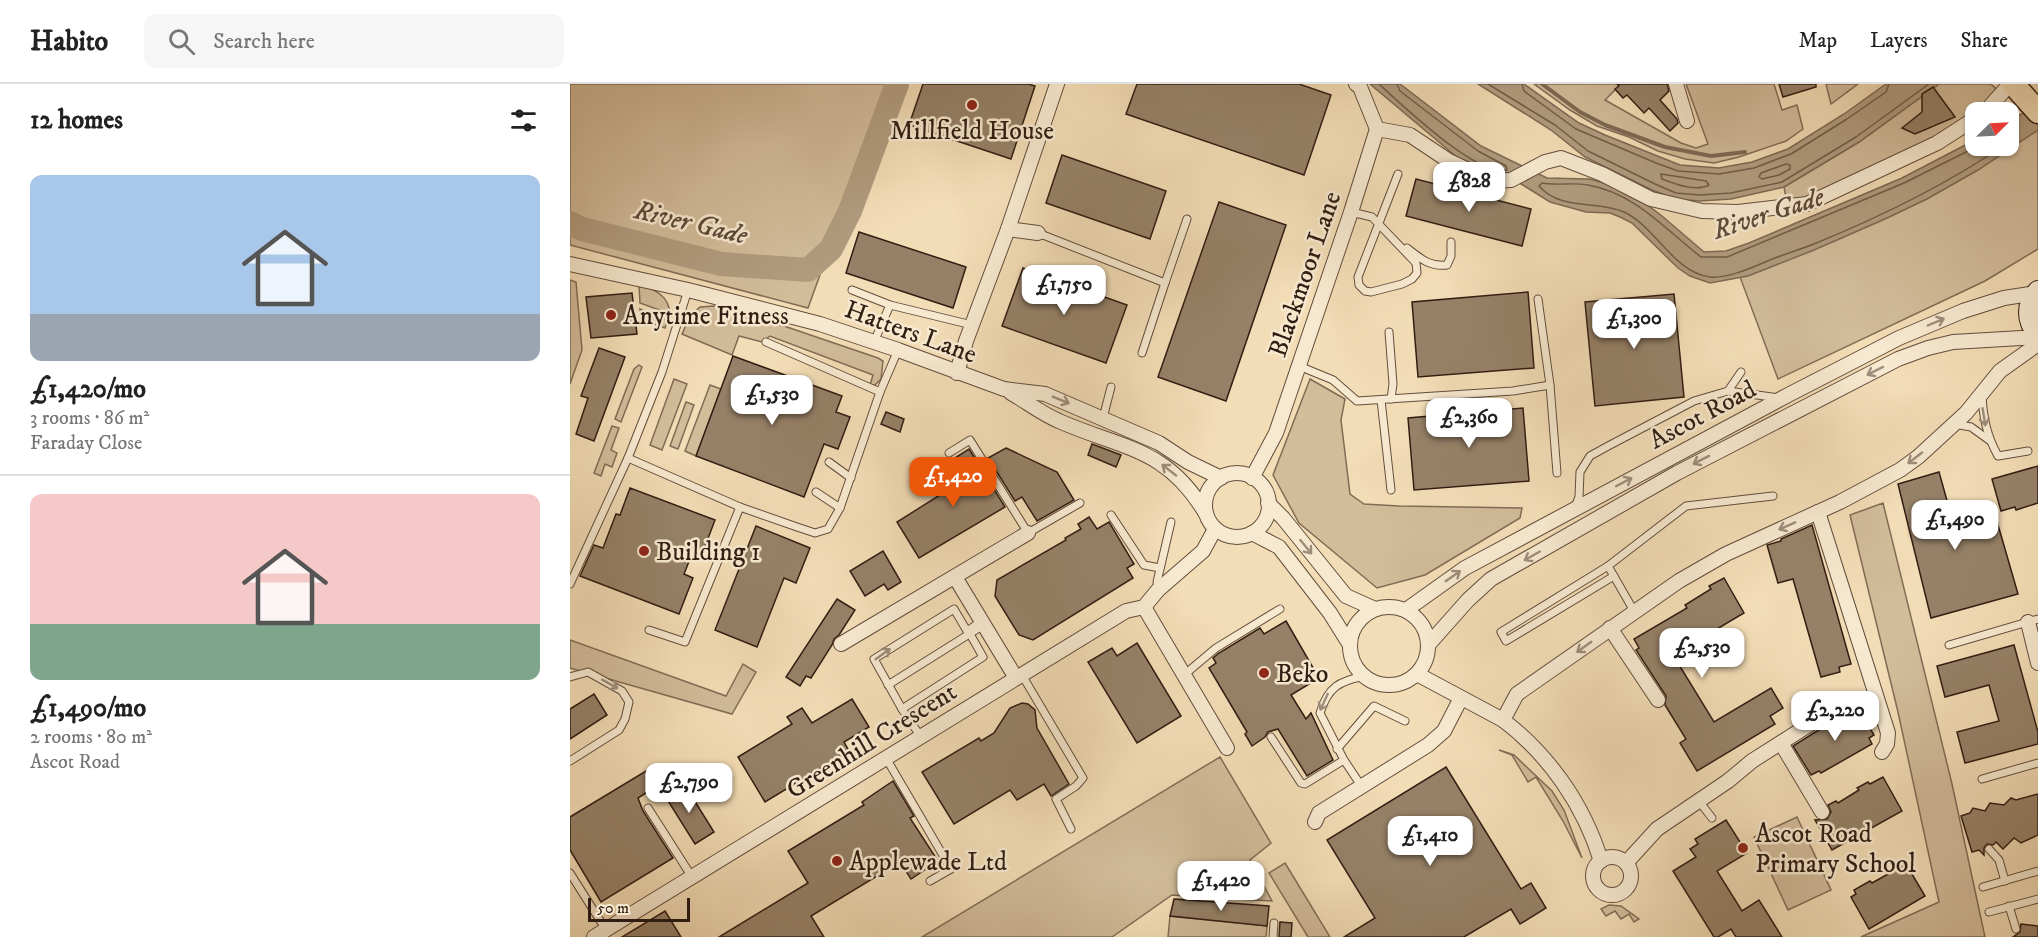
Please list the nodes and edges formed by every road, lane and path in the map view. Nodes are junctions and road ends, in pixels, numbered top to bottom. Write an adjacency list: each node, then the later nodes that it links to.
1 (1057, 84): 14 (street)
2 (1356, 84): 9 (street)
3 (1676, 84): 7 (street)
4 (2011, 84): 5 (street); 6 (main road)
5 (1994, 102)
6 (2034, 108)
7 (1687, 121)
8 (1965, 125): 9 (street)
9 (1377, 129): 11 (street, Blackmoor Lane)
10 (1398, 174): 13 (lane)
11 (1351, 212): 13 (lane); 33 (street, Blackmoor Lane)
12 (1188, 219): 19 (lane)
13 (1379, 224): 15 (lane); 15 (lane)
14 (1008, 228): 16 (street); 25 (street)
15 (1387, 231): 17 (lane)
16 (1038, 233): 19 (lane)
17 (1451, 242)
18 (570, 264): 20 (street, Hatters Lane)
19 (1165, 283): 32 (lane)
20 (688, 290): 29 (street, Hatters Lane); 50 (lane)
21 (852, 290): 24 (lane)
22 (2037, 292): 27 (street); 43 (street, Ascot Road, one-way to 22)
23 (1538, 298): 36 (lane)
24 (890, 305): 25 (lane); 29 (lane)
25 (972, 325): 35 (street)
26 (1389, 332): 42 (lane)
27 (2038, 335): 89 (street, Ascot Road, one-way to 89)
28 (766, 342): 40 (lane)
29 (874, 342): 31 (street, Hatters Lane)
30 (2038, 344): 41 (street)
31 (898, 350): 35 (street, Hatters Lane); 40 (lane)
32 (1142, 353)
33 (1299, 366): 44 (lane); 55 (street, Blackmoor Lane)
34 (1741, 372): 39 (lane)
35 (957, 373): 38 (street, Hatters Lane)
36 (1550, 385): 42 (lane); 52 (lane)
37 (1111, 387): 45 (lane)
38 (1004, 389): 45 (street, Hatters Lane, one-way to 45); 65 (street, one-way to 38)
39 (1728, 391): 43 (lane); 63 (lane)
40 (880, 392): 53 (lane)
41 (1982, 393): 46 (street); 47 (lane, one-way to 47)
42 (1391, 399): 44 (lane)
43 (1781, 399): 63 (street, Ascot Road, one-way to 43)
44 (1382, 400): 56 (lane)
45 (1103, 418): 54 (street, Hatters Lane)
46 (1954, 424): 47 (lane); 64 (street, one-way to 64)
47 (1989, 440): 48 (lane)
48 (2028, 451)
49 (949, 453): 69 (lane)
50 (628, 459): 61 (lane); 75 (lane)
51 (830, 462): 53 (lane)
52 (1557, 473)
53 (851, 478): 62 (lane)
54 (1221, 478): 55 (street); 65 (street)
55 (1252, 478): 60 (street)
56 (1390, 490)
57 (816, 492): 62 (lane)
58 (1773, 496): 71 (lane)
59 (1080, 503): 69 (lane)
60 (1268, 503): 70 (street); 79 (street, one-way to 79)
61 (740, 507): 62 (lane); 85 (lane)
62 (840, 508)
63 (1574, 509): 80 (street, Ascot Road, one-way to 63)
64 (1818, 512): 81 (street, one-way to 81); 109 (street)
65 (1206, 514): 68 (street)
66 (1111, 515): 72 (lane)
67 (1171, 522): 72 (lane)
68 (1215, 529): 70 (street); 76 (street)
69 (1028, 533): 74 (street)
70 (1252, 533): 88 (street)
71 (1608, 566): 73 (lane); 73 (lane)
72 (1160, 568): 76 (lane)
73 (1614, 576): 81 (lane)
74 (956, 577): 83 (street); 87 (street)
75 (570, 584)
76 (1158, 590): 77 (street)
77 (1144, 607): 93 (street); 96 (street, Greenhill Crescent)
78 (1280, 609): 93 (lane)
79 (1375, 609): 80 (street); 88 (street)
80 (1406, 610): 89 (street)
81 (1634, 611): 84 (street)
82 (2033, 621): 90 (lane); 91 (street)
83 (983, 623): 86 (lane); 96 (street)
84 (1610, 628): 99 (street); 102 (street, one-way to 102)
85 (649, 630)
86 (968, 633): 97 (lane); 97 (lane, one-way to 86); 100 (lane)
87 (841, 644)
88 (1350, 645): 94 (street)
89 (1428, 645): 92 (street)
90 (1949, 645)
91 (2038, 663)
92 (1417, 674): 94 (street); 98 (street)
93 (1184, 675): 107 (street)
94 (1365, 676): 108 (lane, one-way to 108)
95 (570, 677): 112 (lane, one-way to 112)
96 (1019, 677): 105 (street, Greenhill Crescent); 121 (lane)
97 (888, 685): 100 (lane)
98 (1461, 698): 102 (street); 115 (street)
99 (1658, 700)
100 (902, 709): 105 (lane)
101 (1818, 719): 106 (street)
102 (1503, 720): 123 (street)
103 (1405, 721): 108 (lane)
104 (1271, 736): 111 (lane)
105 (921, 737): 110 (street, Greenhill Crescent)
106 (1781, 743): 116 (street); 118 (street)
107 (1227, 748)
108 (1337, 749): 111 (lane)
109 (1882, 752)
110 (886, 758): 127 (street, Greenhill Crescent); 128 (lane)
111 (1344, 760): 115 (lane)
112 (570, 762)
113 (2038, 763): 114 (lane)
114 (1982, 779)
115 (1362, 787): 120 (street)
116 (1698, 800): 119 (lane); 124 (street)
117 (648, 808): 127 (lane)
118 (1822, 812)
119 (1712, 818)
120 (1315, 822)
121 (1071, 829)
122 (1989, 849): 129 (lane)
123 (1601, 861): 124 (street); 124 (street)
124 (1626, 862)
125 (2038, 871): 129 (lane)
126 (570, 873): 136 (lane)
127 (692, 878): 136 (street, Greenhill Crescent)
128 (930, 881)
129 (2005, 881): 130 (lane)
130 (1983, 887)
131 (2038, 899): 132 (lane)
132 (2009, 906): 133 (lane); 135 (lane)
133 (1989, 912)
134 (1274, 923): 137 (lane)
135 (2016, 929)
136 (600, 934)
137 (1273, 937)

#####

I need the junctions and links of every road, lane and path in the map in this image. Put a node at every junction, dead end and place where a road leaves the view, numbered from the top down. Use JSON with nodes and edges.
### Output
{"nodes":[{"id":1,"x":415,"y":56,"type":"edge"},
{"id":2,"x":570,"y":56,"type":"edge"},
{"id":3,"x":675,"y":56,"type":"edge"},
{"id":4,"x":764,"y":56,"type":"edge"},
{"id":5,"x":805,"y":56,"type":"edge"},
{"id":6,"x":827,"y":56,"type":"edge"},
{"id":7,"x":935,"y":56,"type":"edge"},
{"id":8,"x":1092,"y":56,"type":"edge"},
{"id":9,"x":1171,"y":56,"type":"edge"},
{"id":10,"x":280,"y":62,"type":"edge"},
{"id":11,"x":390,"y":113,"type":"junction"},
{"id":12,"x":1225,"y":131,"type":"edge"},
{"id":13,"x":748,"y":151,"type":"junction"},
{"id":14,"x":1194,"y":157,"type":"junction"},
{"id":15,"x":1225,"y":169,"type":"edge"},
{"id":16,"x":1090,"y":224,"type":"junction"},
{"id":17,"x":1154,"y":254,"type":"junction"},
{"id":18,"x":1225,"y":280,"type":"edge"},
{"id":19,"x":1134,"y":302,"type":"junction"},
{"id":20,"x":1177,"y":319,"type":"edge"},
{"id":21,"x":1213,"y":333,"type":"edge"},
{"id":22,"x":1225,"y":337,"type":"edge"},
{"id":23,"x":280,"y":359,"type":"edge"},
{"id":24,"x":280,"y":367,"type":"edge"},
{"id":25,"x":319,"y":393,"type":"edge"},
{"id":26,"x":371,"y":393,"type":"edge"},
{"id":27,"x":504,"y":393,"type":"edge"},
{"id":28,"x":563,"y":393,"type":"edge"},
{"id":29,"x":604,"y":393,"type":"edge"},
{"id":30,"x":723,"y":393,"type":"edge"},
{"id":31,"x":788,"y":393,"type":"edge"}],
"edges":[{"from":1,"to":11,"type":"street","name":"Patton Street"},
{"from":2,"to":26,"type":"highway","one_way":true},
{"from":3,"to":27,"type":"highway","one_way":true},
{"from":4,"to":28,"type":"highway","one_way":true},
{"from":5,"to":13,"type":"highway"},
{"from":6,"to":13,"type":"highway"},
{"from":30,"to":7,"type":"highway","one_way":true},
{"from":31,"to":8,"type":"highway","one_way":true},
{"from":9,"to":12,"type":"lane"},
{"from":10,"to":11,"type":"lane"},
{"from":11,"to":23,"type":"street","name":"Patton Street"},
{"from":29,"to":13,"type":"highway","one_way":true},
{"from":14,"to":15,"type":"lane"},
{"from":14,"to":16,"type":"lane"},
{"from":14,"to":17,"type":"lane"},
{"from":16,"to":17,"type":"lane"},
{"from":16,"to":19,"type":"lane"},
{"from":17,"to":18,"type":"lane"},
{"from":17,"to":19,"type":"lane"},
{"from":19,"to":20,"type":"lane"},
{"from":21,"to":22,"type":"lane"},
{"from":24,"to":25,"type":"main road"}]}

#####

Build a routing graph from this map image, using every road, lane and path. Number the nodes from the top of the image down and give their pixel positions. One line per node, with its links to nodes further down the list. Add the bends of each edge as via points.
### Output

#####

For an answer, give a copy of every line in the listing that holds the word "down".

Exercise solution:
I need the junctions and links of every road, lane and path in the map in this image. Put a node at every junction, dead end and place where a road leaves the view, numbered from the top down. Use JSON with nodes and edges.
Build a routing graph from this map image, using every road, lane and path. Number the nodes from the top of the image down and give their pixel positions. One line per node, with its links to nodes further down the list. Add the bends of each edge as via points.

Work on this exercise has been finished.